Câmara deve votar na próxima semana emenda de Dagoberto que garante piso salarial de R$ 5,8 mil aos policiais rodoviários

Com o fim do recesso parlamentar na próxima semana, o deputado federal Dagoberto (PDT/MS) vai mobilizar outros parlamentares para que apreciem a Emenda 77 (de sua autoria) apresentada à Medida Provisória 431/08 (dos servidores). A emenda estipula piso salarial de R$ 5.815,22 aos policiais federais (retroativos a março deste ano).
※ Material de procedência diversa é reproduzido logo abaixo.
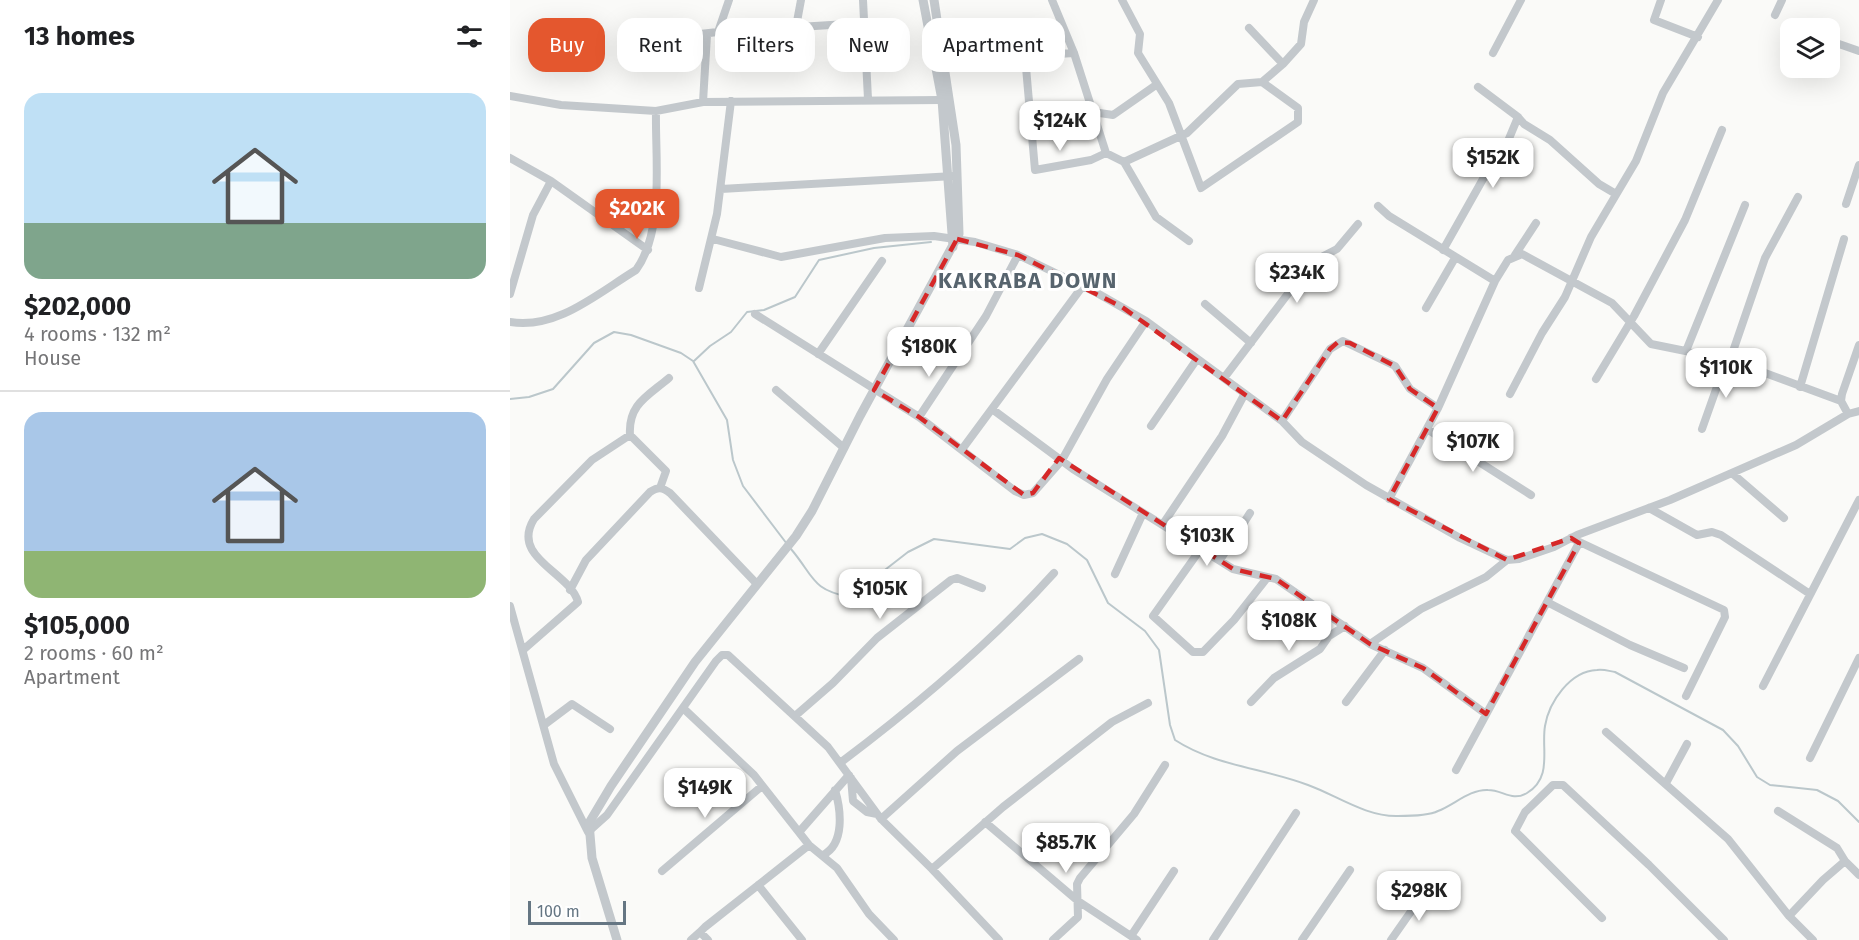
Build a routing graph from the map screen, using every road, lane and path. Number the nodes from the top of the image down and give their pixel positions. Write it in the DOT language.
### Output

Outras duas emendas do deputado sul-mato-grossense já asseguraram a exigência de curso superior para ingresso na carreira.
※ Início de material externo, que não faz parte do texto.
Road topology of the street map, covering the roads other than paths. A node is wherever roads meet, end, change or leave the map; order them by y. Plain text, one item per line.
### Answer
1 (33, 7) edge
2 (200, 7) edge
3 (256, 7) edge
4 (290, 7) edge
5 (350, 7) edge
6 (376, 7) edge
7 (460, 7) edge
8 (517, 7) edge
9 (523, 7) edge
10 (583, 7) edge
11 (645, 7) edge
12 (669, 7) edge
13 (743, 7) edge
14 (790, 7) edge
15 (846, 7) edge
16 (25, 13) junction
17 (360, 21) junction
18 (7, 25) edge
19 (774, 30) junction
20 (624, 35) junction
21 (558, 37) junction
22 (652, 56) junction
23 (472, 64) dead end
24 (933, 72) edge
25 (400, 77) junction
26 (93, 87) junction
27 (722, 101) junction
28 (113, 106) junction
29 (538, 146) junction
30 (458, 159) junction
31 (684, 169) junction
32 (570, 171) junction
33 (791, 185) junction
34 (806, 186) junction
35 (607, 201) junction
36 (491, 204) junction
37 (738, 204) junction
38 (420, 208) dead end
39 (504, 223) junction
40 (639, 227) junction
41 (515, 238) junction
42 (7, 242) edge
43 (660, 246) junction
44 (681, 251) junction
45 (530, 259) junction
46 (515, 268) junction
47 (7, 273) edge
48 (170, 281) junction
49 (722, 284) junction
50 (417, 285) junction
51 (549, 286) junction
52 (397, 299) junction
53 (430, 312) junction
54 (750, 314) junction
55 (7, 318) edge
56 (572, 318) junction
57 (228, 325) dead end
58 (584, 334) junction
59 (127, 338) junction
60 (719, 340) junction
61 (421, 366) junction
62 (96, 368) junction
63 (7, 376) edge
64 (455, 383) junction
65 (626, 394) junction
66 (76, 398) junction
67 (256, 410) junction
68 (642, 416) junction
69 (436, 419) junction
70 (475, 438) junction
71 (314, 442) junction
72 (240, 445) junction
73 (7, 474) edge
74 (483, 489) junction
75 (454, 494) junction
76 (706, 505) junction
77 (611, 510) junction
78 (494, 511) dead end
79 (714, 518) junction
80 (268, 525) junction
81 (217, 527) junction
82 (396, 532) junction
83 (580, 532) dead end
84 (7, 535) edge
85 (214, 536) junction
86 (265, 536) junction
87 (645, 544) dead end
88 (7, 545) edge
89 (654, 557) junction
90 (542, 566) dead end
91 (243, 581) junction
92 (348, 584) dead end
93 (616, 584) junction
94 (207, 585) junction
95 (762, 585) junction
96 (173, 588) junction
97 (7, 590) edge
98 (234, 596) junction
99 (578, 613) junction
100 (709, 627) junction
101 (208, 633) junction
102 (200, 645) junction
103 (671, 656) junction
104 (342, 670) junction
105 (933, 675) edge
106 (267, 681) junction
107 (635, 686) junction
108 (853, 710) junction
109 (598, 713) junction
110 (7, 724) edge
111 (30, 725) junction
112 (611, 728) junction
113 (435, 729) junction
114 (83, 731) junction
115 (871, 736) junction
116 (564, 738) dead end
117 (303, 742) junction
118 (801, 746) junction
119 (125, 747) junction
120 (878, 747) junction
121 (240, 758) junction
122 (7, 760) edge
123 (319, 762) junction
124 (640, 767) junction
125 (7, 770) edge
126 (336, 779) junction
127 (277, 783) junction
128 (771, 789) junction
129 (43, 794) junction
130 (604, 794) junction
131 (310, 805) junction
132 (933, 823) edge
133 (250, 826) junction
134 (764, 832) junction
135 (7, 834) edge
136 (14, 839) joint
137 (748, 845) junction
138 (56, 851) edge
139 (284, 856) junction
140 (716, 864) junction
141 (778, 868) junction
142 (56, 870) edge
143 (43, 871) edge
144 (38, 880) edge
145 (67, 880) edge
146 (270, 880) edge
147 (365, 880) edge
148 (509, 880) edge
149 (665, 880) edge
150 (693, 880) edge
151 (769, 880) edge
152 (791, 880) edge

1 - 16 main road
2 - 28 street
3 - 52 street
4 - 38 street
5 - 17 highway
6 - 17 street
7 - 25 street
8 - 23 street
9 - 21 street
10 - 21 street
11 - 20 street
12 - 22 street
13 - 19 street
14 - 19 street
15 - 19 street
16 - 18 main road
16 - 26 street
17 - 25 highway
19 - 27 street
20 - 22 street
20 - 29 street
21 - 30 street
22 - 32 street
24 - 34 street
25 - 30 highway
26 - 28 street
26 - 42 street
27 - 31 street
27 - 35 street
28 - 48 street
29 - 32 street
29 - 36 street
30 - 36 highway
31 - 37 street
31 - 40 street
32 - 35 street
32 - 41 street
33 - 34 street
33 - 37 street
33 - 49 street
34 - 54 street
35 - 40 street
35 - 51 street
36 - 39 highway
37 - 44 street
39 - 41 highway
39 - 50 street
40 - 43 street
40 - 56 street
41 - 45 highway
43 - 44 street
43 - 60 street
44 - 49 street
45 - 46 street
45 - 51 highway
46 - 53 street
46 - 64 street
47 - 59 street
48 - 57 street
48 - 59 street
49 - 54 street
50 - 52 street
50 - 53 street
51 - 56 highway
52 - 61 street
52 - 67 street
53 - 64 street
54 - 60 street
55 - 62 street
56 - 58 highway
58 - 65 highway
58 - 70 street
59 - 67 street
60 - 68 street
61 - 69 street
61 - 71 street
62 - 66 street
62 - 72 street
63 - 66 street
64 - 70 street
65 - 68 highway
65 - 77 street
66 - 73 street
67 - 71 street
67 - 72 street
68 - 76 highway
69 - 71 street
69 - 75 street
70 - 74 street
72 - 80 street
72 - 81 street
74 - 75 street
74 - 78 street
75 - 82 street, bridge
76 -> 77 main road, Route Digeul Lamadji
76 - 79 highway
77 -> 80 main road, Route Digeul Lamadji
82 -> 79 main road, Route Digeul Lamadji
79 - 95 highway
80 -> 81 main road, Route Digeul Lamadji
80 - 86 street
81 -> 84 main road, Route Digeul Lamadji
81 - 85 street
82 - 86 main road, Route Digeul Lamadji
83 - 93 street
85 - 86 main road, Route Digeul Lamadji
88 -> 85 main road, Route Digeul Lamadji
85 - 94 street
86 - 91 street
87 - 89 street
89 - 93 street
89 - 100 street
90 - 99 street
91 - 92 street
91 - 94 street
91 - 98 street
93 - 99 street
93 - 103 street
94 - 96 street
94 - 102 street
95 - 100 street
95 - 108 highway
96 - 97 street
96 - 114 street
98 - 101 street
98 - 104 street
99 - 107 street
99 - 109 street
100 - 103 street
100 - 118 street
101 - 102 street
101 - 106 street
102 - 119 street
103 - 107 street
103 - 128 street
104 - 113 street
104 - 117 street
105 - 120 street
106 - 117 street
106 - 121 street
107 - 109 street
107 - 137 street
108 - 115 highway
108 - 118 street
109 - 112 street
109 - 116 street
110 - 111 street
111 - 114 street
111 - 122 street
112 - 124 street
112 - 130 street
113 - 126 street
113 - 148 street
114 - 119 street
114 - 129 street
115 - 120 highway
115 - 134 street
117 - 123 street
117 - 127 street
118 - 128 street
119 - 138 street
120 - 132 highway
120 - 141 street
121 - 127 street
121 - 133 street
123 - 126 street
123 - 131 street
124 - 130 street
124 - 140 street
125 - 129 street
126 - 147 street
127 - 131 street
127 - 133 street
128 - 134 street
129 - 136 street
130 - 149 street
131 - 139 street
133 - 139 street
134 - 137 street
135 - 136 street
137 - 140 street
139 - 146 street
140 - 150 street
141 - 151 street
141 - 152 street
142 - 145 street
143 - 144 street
“As emendas que apresentei garantem aos policiais rodoviários federais ascensão profissional, uma renda compatível com os riscos que enfrentam e melhor qualificação intelectual”, destacou o parlamentar sul-mato-grossense, que apresentou as emendas 48, 77 e 145.
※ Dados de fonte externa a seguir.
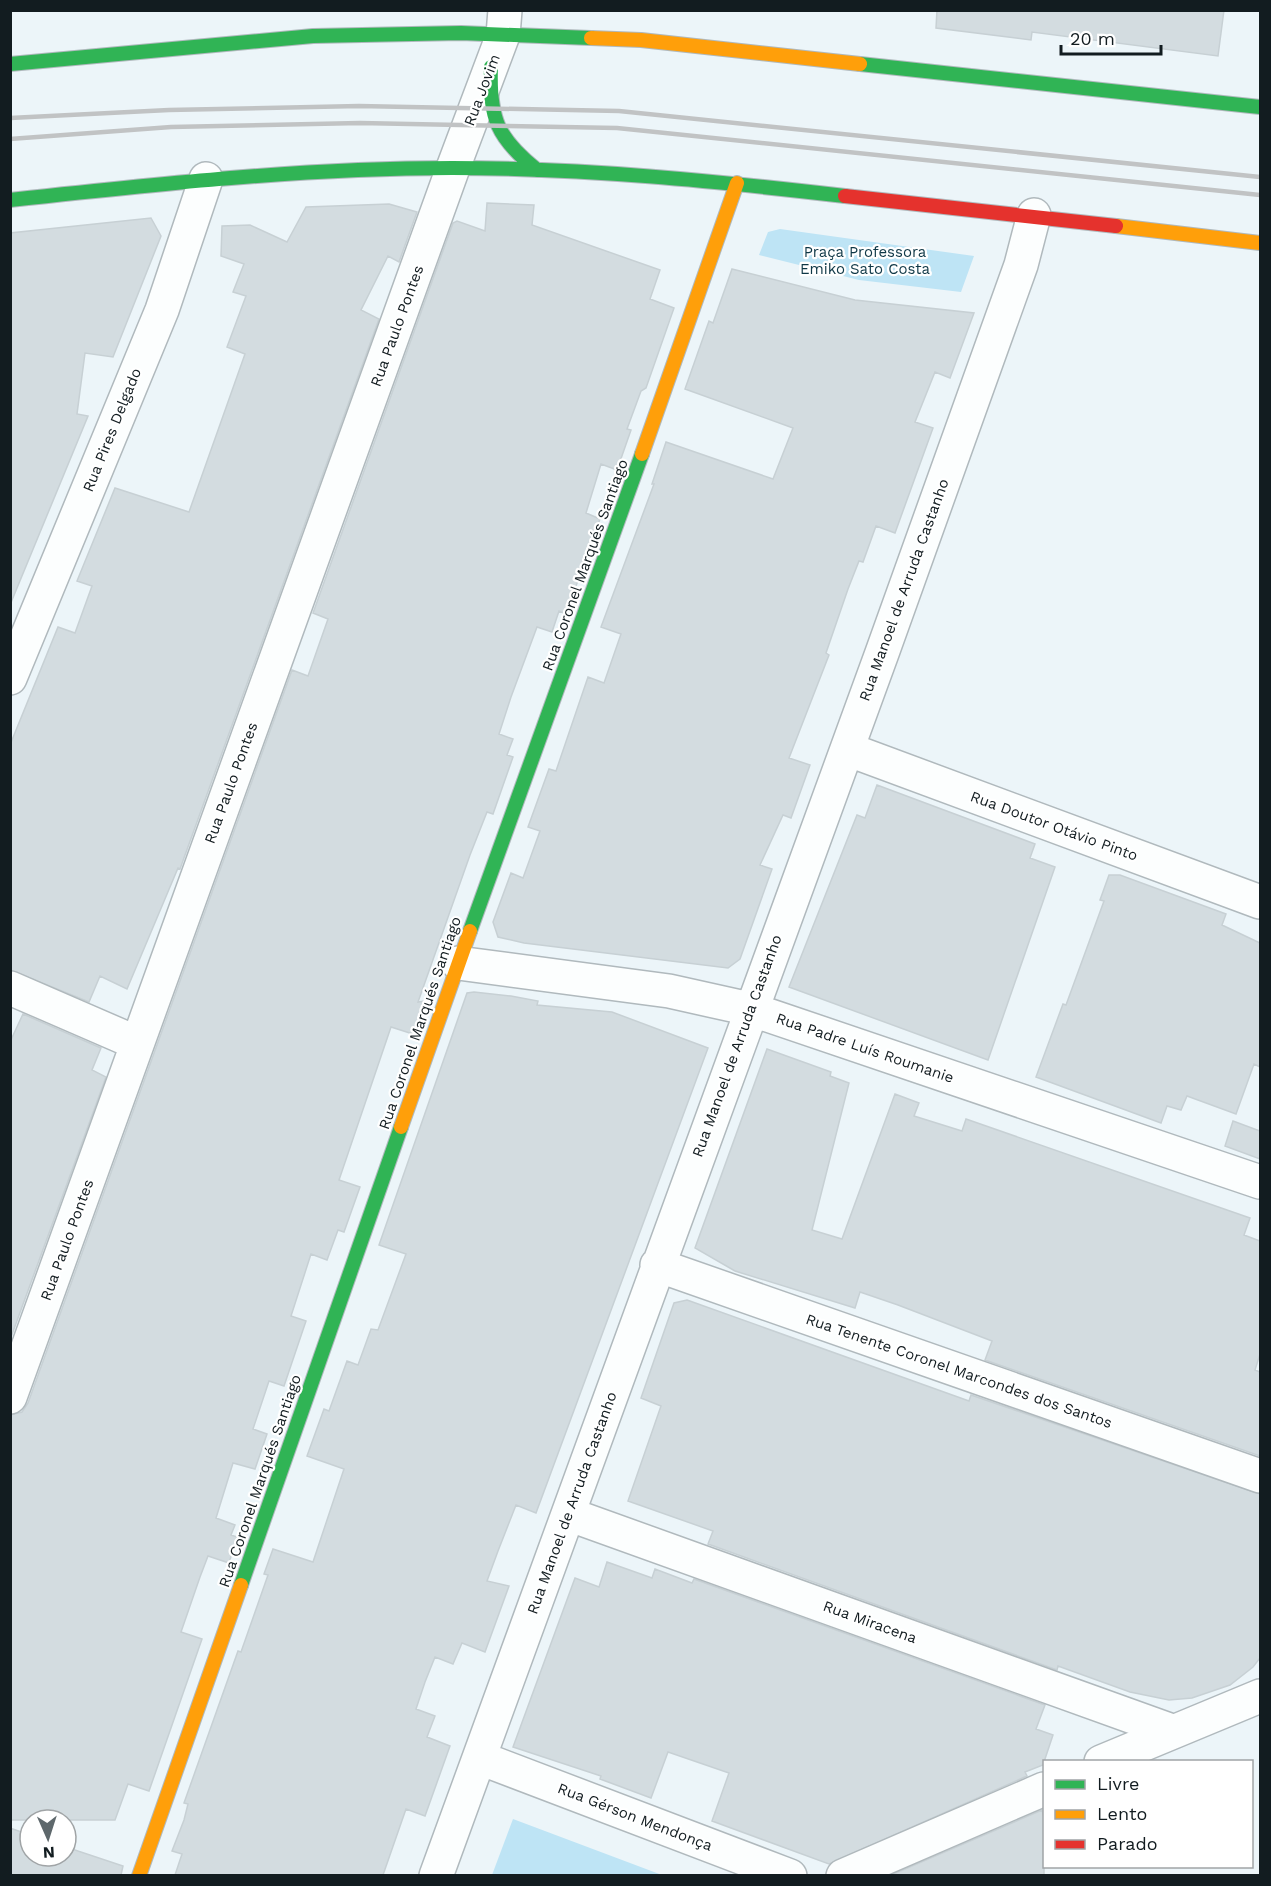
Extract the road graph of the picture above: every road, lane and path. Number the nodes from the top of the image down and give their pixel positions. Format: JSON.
{"nodes":[{"id":1,"x":504,"y":23,"type":"edge"},
{"id":2,"x":10,"y":64,"type":"edge"},
{"id":3,"x":491,"y":68,"type":"junction"},
{"id":4,"x":1260,"y":107,"type":"edge"},
{"id":5,"x":453,"y":168,"type":"junction"},
{"id":6,"x":537,"y":170,"type":"junction"},
{"id":7,"x":207,"y":179,"type":"junction"},
{"id":8,"x":737,"y":183,"type":"junction"},
{"id":9,"x":10,"y":200,"type":"edge"},
{"id":10,"x":1034,"y":215,"type":"junction"},
{"id":11,"x":1260,"y":243,"type":"edge"},
{"id":12,"x":10,"y":678,"type":"edge"},
{"id":13,"x":847,"y":749,"type":"junction"},
{"id":14,"x":1260,"y":902,"type":"edge"},
{"id":15,"x":458,"y":963,"type":"junction"},
{"id":16,"x":10,"y":988,"type":"edge"},
{"id":17,"x":750,"y":1009,"type":"junction"},
{"id":18,"x":137,"y":1043,"type":"junction"},
{"id":19,"x":1260,"y":1182,"type":"edge"},
{"id":20,"x":657,"y":1265,"type":"junction"},
{"id":21,"x":10,"y":1397,"type":"edge"},
{"id":22,"x":1260,"y":1476,"type":"edge"},
{"id":23,"x":568,"y":1514,"type":"junction"},
{"id":24,"x":1260,"y":1696,"type":"edge"},
{"id":25,"x":1172,"y":1731,"type":"junction"},
{"id":26,"x":480,"y":1758,"type":"junction"},
{"id":27,"x":1103,"y":1760,"type":"edge"},
{"id":28,"x":1043,"y":1789,"type":"edge"},
{"id":29,"x":140,"y":1875,"type":"edge"},
{"id":30,"x":436,"y":1875,"type":"edge"},
{"id":31,"x":790,"y":1875,"type":"edge"},
{"id":32,"x":843,"y":1875,"type":"edge"}],
"edges":[{"from":1,"to":2,"type":"main road"},
{"from":1,"to":3,"type":"street","name":"Rua Jovim"},
{"from":1,"to":4,"type":"main road"},
{"from":3,"to":5,"type":"street","name":"Rua Jovim"},
{"from":3,"to":6,"type":"main road"},
{"from":5,"to":6,"type":"main road"},
{"from":5,"to":7,"type":"main road"},
{"from":5,"to":18,"type":"street","name":"Rua Paulo Pontes"},
{"from":6,"to":8,"type":"main road"},
{"from":7,"to":9,"type":"main road"},
{"from":7,"to":12,"type":"street","name":"Rua Pires Delgado"},
{"from":8,"to":10,"type":"main road"},
{"from":8,"to":15,"type":"main road","name":"Rua Coronel Marqués Santiago"},
{"from":10,"to":11,"type":"main road"},
{"from":10,"to":13,"type":"street","name":"Rua Manoel de Arruda Castanho"},
{"from":13,"to":14,"type":"street","name":"Rua Doutor Otávio Pinto"},
{"from":13,"to":17,"type":"street","name":"Rua Manoel de Arruda Castanho"},
{"from":15,"to":17,"type":"street","name":"Rua Padre Luís Roumanie"},
{"from":15,"to":29,"type":"main road","name":"Rua Coronel Marqués Santiago"},
{"from":16,"to":18,"type":"street"},
{"from":17,"to":19,"type":"street","name":"Rua Padre Luís Roumanie"},
{"from":17,"to":20,"type":"street","name":"Rua Manoel de Arruda Castanho"},
{"from":18,"to":21,"type":"street","name":"Rua Paulo Pontes"},
{"from":20,"to":22,"type":"street","name":"Rua Tenente Coronel Marcondes dos Santos"},
{"from":20,"to":23,"type":"street","name":"Rua Manoel de Arruda Castanho"},
{"from":23,"to":25,"type":"street","name":"Rua Miracena"},
{"from":23,"to":26,"type":"street","name":"Rua Manoel de Arruda Castanho"},
{"from":24,"to":25,"type":"street"},
{"from":25,"to":27,"type":"street"},
{"from":26,"to":30,"type":"street","name":"Rua Manoel de Arruda Castanho"},
{"from":26,"to":31,"type":"street","name":"Rua Gérson Mendonça"},
{"from":28,"to":32,"type":"street"}]}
A exigência do curso superior, reconhecido pelo MEC (Ministério da Educação), para ingresso na carreira de policial rodoviário estão garantidos na redação das Mps 48 e 145, acatadas em plenário. Para Dagoberto, “a redação original (Da MP) está em desacordo com o compromisso firmado pelo Governo com a categoria Policial Rodoviário Federal, conforme termo assinado em 25 de março deste ano”. Além do curso superior, ficam mantidos os demais requisitos estabelecidos em edital de concurso público para a categoria.

A Emenda 77 (que foi rejeitada pelo relator, deputado Magela (PT/DF)) propõe tabela de progressão funcional e reajuste salarial dos policiais até 1º de julho de 2010. Um agente começará a carreira ganhando hoje R$ 5.815,22, chegando a R$ 7.082,04 em 2010. Os ganhos dos policiais foram classificados em 15 padrões, distribuídos pelas três categorias da corporação: agente, agente especial e inspetor. O agente especial terá garantido, pela emenda, o piso de R$ 6.174,46 (retroativo a março) e o inspetor R$ 7.498,81 (padrão um), chegando a R$ 10.544,14 em julho do próximo ano, quando atingir o padrão três (o mais elevado). “A permanência do servidor por três anos sem perspectiva de ascensão funcional é extremamente prejudicial á instituição, já que uma classe com vencimentos muito inferior ao do primeiro padrão padrão da classe imediatamente superior causa redução da produtividade”, destacou Dagoberto, que vai estar se mobilizando para colocar esta emenda em votação na próxima semana, quando será retomada a apreciação da MP 431/08. O relator rejeitou a emenda 77 sem apresentar justificativas em plenário.